___ TASK INPUT

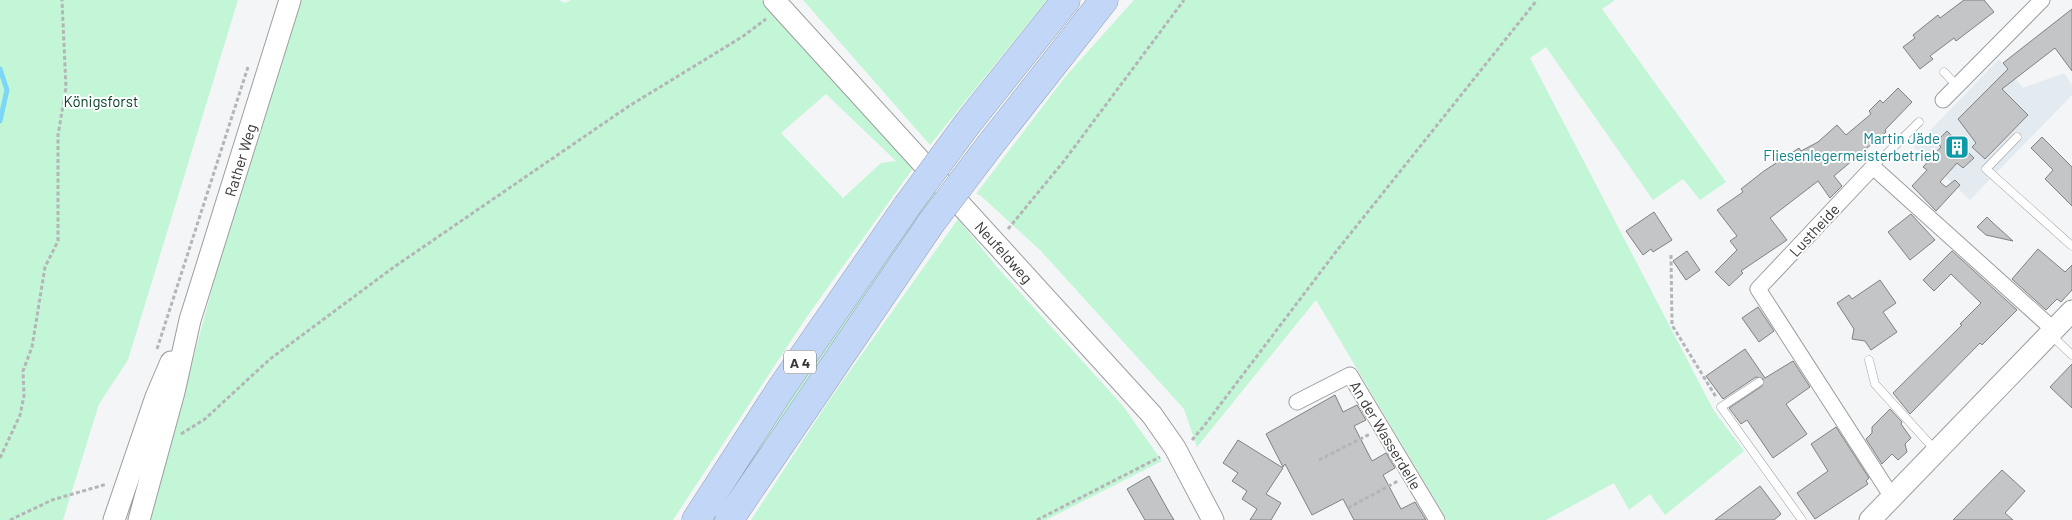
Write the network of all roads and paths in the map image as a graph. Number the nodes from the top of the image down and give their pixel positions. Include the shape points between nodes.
1 (62, 0) edge
2 (290, 0) edge
3 (1066, 0) edge
4 (1104, 0) edge
5 (1184, 0) edge
6 (1537, 0) edge
7 (2042, 0) edge
8 (777, 4) edge
9 (249, 63) dead end
10 (1944, 72) dead end
11 (1957, 86) junction
12 (1943, 100) dead end
13 (1919, 122) dead end
14 (2017, 137) dead end
15 (1873, 167) junction
16 (996, 243) junction
17 (2072, 246) edge
18 (1671, 255) dead end
19 (2072, 311) edge
20 (190, 320) junction
21 (2052, 332) junction
22 (2072, 355) edge
23 (155, 356) dead end
24 (1869, 360) dead end
25 (1759, 382) dead end
26 (1298, 402) dead end
27 (1721, 407) junction
28 (1382, 427) junction
29 (174, 439) dead end
30 (1183, 445) junction
31 (1936, 452) junction
32 (0, 458) edge
33 (1319, 460) dead end
34 (111, 475) dead end
35 (1410, 475) junction
36 (108, 484) junction
37 (104, 493) dead end
38 (1892, 496) junction
39 (1348, 508) dead end
40 (10, 520) edge
41 (114, 520) edge
42 (139, 520) edge
43 (696, 520) edge
44 (729, 520) edge
45 (1037, 520) edge
46 (1213, 520) edge
47 (1438, 520) edge
48 (1802, 520) edge
49 (1870, 520) edge

1 - 32 path via 66,88 58,134 58,241 45,267 32,346 23,371 24,396 20,415
2 - 20 main road, Rather Weg
3 - 43 highway, A 4, bridge via 907,206 780,390
4 - 44 highway, A 4, bridge via 931,223
5 - 16 path via 1037,196
6 - 30 path via 1335,253 1204,426
7 - 11 street
8 - 16 main road, Neufeldweg
8 - 29 path via 742,37 629,106 394,267 270,359 205,420
9 - 23 path
10 - 11 lane
11 - 12 street
13 - 15 lane
14 - 17 lane via 1986,169
15 - 21 street
15 - 38 street, Lustheide via 1758,290
16 - 30 main road, Neufeldweg
18 - 27 path via 1672,325
19 - 21 main road
20 - 41 main road, Rather Weg via 156,397
20 - 42 main road, Rather Weg
21 - 22 lane
21 - 31 main road
24 - 31 lane via 1874,384
25 - 27 lane
26 - 28 street, An der Wasserdelle via 1350,375
27 - 48 lane
28 - 33 path
28 - 35 street, An der Wasserdelle
30 - 45 path
30 - 46 main road, Neufeldweg
31 - 38 main road
34 - 36 path
35 - 39 path
35 - 47 street, An der Wasserdelle
36 - 37 path
36 - 40 path via 52,500
38 - 49 main road

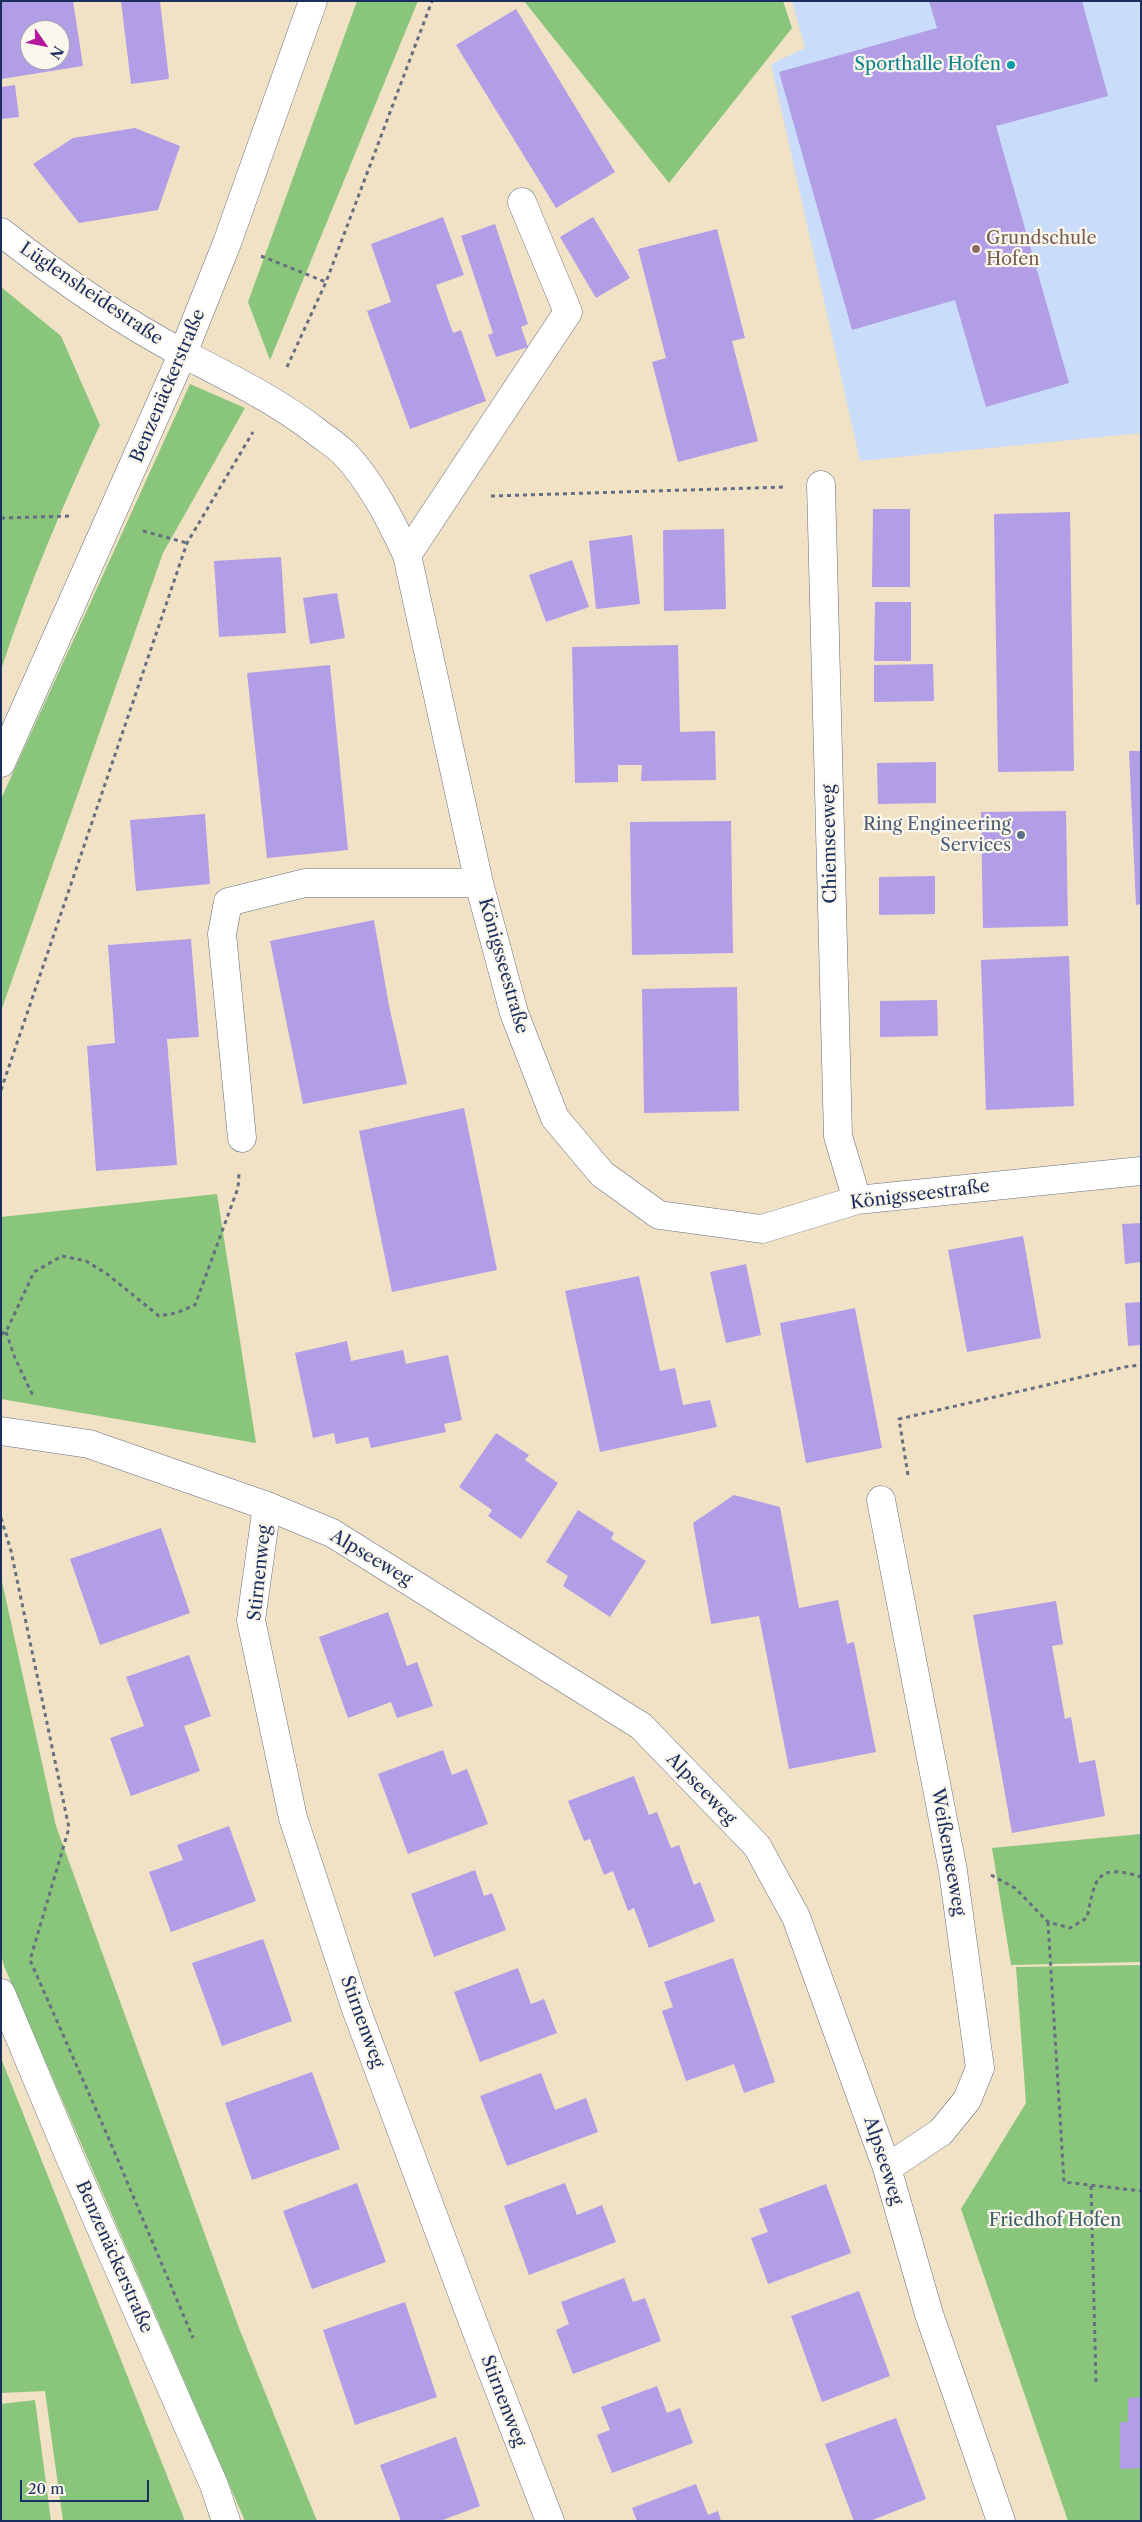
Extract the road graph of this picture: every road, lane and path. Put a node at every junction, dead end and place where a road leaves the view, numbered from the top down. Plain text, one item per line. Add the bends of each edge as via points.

______

* [WHAT IS BEING ASKED]
All preceding records should be duplicated verbatim, images excepted.

* [WRITTEN SOLUTION]
Write the network of all roads and paths in the map image as a graph. Number the nodes from the top of the image down and give their pixel positions. Include the shape points between nodes.
1 (62, 0) edge
2 (290, 0) edge
3 (1066, 0) edge
4 (1104, 0) edge
5 (1184, 0) edge
6 (1537, 0) edge
7 (2042, 0) edge
8 (777, 4) edge
9 (249, 63) dead end
10 (1944, 72) dead end
11 (1957, 86) junction
12 (1943, 100) dead end
13 (1919, 122) dead end
14 (2017, 137) dead end
15 (1873, 167) junction
16 (996, 243) junction
17 (2072, 246) edge
18 (1671, 255) dead end
19 (2072, 311) edge
20 (190, 320) junction
21 (2052, 332) junction
22 (2072, 355) edge
23 (155, 356) dead end
24 (1869, 360) dead end
25 (1759, 382) dead end
26 (1298, 402) dead end
27 (1721, 407) junction
28 (1382, 427) junction
29 (174, 439) dead end
30 (1183, 445) junction
31 (1936, 452) junction
32 (0, 458) edge
33 (1319, 460) dead end
34 (111, 475) dead end
35 (1410, 475) junction
36 (108, 484) junction
37 (104, 493) dead end
38 (1892, 496) junction
39 (1348, 508) dead end
40 (10, 520) edge
41 (114, 520) edge
42 (139, 520) edge
43 (696, 520) edge
44 (729, 520) edge
45 (1037, 520) edge
46 (1213, 520) edge
47 (1438, 520) edge
48 (1802, 520) edge
49 (1870, 520) edge

1 - 32 path via 66,88 58,134 58,241 45,267 32,346 23,371 24,396 20,415
2 - 20 main road, Rather Weg
3 - 43 highway, A 4, bridge via 907,206 780,390
4 - 44 highway, A 4, bridge via 931,223
5 - 16 path via 1037,196
6 - 30 path via 1335,253 1204,426
7 - 11 street
8 - 16 main road, Neufeldweg
8 - 29 path via 742,37 629,106 394,267 270,359 205,420
9 - 23 path
10 - 11 lane
11 - 12 street
13 - 15 lane
14 - 17 lane via 1986,169
15 - 21 street
15 - 38 street, Lustheide via 1758,290
16 - 30 main road, Neufeldweg
18 - 27 path via 1672,325
19 - 21 main road
20 - 41 main road, Rather Weg via 156,397
20 - 42 main road, Rather Weg
21 - 22 lane
21 - 31 main road
24 - 31 lane via 1874,384
25 - 27 lane
26 - 28 street, An der Wasserdelle via 1350,375
27 - 48 lane
28 - 33 path
28 - 35 street, An der Wasserdelle
30 - 45 path
30 - 46 main road, Neufeldweg
31 - 38 main road
34 - 36 path
35 - 39 path
35 - 47 street, An der Wasserdelle
36 - 37 path
36 - 40 path via 52,500
38 - 49 main road

Extract the road graph of this picture: every road, lane and path. Put a node at every junction, dead end and place where a road leaves the view, numbered from the top down. Plain text, one item per line. Add the bends of each edge as via points.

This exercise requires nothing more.